Jack C. Wileden
Programming languages have historically been the primary vehicles for supporting good software engineering practices. Today, despite almost thirty years of software engineering research, programming languages remain far and away the most important tools available to software developers. The emergence and explosive growth in popularity of Java is the latest evidence of the primacy of programming languages in this regard.
While the continued predominance of programming languages in supporting good software engineering practices seems assured, a number of challenges can be foreseen. One of these is the ever-increasing importance of component-based approaches to software development, with concomitant demands for improved support for interoperability. Another is the likely proliferation of software based on more dynamic languages and run-time infrastructures in software used in public or commercial applications, not just research labs.
Historically, programming languages have certainly been the primary vehicles for supporting good software engineering practices. Familiar, perhaps to the point of being overlooked, are such examples as structured control flow and user-defined complex types, which are now found in virtually every language. More obvious, if less widespread, is the support found in modern languages for such fundamental software engineering practices as data abstraction, software system modularization, principled use of concurrency and user-controlled exception handling. Moreover, it is worth noting that, while naturally primary, the role of programming languages has never been limited to aiding programming. For instance, among the earliest and most successful tools for software specification and software design were the so-called PDLs (program design languages), which were simply minimally abstracted programming languages. Similarly, the most widely used and effective software analysis tools have traditionally been the syntax analyzers and type checkers provided by programming language systems. Even such concepts as assertions and pre- and post-conditions have found their greatest acceptance and application when provided as programming language constructs.
Today, despite almost thirty years of software engineering research, programming languages remain far and away the most important tools available to software developers. Fortunately, recent trends in language design (and, more importantly, language usage) have generally encouraged improvements in software engineering practices. In particular, object orientation has proven to be THE key to enticing working software developers to embrace data abstraction, modularity and strong typing. More recently, object-oriented languages have brought user-controlled exception handling and improved modularization through richer namespace control mechanisms to the attention of working software developers. And again, it should be emphasized that the role of programming languages is not limited to aiding programming. For example, the integral support for (class) libraries in modern languages is the single most effective impetus for software reuse. The best tools for software specification and design continue to be based on (now object-oriented) programming languages. Perhaps most strikingly, the (object-oriented) design patterns phenomenon is popularizing notions of software architecture and software design much more rapidly and broadly than would have been imaginable absent a close connection to programming languages.

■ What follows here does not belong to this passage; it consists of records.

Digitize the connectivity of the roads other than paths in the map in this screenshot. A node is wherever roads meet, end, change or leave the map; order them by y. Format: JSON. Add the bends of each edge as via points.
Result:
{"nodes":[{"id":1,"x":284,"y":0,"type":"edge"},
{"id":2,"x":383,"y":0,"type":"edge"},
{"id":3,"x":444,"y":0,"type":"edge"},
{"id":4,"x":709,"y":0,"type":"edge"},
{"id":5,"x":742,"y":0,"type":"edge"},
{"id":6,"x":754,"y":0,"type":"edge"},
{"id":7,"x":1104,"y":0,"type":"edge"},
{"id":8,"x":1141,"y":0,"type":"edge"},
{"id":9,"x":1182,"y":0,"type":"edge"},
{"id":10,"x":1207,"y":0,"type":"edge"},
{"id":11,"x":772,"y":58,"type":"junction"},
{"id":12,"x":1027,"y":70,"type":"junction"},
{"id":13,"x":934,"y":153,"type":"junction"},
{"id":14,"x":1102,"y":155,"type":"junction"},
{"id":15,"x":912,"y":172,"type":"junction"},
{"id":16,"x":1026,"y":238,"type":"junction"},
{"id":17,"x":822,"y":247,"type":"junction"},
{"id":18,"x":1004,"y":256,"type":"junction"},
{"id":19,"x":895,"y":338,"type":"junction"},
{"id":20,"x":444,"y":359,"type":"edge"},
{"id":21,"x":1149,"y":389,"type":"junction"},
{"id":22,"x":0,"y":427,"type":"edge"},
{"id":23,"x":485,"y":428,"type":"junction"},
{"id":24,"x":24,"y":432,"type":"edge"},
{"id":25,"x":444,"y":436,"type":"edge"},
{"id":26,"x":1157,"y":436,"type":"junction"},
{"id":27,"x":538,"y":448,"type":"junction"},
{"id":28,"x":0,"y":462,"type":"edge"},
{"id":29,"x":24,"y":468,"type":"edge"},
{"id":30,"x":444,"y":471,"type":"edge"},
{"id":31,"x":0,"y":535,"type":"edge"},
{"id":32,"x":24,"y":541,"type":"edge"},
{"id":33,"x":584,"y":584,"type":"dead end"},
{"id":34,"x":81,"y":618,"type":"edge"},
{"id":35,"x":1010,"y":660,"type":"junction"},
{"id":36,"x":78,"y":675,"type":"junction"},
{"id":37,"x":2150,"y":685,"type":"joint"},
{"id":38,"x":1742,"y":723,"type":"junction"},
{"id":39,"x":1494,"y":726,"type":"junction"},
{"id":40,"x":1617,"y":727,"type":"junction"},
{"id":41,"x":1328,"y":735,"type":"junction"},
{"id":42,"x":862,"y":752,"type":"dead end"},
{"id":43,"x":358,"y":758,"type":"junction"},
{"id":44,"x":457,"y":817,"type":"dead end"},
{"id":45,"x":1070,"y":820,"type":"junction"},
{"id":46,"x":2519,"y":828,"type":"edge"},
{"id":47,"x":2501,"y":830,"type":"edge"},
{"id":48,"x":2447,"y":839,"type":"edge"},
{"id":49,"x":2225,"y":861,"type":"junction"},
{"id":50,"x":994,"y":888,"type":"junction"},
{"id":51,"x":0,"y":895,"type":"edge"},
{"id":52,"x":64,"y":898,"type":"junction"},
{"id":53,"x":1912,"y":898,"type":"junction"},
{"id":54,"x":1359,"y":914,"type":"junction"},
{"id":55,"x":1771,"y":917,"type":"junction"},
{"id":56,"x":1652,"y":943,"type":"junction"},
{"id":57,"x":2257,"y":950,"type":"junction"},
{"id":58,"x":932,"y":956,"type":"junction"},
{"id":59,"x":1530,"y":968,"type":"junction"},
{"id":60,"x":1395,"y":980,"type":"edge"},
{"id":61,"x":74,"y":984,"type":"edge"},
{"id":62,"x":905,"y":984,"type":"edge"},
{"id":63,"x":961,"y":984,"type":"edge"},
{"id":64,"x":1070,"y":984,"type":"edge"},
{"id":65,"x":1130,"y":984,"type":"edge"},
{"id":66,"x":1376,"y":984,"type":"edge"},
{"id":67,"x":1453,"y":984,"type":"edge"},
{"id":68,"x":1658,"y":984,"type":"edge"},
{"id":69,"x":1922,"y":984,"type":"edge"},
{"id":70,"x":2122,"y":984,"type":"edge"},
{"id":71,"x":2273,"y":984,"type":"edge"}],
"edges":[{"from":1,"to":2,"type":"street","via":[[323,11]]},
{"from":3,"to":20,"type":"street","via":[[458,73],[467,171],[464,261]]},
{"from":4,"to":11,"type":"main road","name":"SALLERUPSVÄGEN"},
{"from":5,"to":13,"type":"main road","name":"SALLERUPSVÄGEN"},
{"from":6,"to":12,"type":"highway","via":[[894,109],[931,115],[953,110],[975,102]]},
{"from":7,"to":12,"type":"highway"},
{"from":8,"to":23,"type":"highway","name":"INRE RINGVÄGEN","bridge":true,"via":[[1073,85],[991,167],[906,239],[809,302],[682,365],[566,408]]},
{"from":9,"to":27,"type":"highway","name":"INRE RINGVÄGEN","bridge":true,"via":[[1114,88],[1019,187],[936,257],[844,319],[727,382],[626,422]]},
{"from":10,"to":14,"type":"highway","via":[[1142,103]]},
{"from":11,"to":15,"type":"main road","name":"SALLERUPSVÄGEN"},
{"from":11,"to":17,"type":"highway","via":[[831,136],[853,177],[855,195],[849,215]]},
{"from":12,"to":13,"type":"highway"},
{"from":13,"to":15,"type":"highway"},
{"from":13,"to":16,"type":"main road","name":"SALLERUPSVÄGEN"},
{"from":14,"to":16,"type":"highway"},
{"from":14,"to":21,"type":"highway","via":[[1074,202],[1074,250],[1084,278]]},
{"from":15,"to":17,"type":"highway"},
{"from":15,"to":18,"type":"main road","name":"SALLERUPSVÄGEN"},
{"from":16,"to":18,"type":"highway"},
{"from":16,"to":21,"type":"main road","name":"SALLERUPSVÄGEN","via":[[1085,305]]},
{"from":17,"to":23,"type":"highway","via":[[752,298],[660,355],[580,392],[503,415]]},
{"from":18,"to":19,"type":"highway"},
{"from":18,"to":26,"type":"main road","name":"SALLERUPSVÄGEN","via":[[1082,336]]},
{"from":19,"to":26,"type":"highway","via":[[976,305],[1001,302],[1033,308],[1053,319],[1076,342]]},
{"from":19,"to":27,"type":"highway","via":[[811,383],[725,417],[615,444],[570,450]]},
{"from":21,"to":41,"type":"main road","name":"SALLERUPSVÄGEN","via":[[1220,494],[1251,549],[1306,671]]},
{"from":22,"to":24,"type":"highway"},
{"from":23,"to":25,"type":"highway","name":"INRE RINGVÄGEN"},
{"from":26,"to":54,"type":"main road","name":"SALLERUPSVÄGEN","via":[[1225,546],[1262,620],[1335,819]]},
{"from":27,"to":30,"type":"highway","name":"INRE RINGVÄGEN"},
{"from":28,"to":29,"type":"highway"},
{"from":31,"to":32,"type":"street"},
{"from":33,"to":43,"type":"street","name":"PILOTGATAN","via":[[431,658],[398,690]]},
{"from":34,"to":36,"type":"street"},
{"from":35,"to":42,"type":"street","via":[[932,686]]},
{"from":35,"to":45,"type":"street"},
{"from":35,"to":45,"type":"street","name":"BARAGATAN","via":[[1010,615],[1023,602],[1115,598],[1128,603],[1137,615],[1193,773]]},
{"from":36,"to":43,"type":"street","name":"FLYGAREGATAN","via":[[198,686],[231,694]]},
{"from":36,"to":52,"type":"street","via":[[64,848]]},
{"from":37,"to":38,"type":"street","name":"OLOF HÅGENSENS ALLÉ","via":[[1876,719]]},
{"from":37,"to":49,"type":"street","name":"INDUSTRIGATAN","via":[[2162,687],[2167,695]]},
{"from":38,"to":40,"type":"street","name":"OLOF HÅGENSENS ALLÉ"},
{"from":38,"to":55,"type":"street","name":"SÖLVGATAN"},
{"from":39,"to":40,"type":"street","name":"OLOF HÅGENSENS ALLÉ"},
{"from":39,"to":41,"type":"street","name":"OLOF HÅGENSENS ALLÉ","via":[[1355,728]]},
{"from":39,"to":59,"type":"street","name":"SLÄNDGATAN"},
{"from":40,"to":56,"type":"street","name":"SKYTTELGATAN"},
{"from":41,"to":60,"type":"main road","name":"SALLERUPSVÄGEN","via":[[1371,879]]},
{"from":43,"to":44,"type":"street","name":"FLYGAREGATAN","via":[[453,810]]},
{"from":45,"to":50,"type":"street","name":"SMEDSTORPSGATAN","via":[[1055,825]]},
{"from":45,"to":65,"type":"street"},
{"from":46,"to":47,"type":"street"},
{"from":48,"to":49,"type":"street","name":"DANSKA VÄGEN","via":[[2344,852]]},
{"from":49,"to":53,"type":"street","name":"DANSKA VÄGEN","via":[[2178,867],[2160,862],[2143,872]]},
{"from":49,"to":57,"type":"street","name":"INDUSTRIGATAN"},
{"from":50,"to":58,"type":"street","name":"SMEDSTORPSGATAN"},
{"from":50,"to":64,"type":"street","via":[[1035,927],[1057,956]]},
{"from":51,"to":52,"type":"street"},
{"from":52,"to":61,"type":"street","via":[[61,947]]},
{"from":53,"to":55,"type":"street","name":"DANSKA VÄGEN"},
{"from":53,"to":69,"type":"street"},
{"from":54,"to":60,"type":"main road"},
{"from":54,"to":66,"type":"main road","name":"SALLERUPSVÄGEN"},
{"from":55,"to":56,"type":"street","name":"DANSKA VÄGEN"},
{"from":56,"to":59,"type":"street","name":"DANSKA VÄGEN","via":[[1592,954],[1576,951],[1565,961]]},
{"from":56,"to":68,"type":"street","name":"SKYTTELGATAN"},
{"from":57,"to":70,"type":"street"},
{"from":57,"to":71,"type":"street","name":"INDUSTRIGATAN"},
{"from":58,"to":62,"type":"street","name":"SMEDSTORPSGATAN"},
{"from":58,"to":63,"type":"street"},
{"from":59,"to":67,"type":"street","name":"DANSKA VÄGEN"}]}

The emergence and explosive growth in popularity of Java is the latest evidence of the primacy of programming languages in encouraging and supporting good software engineering practices. First, Java brings even stronger typing, less error-prone memory management, integrated exception handling and modularization support into the software development mainstream. More importantly, Java is succeeding in promoting software security (in Hoare's sense of preventing a software module from damaging anything outside its own boundaries) to the level of a first class concern for software developers. Beyond that, the Java language system inherently provides automatic and strong support for security. The impact of Java alone seems likely to assure the predominant role of programming languages in delivering the benefits of good software engineering practices to software practitioners for the foreseeable future.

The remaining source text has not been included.